EXERCISE GOAL ->
Each line from the one containing "thumb ip: (354, 158)" to the end of the records should be copied exactly, and no other line.

--- START ---

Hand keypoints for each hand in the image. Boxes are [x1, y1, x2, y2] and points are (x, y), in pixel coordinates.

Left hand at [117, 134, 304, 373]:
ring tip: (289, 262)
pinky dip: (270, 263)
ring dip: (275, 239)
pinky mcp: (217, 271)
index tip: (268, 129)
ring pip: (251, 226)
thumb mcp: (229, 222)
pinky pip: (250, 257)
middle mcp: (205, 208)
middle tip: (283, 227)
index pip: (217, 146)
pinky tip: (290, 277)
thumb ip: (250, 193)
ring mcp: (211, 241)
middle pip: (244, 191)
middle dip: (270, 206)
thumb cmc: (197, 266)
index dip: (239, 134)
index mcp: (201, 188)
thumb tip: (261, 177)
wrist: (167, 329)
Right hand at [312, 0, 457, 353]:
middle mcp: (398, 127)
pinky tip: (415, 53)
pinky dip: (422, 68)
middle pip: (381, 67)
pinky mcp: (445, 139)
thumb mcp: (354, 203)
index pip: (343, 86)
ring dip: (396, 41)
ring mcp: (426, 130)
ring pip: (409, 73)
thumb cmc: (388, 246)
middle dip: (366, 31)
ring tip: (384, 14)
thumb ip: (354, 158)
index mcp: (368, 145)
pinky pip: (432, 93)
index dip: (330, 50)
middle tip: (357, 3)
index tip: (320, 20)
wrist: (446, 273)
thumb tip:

--- END ---

TASK ANSWER ->
thumb ip: (354, 158)
index mcp: (368, 145)
pinky pip: (432, 93)
index dip: (330, 50)
middle tip: (357, 3)
index tip: (320, 20)
wrist: (446, 273)
thumb tip:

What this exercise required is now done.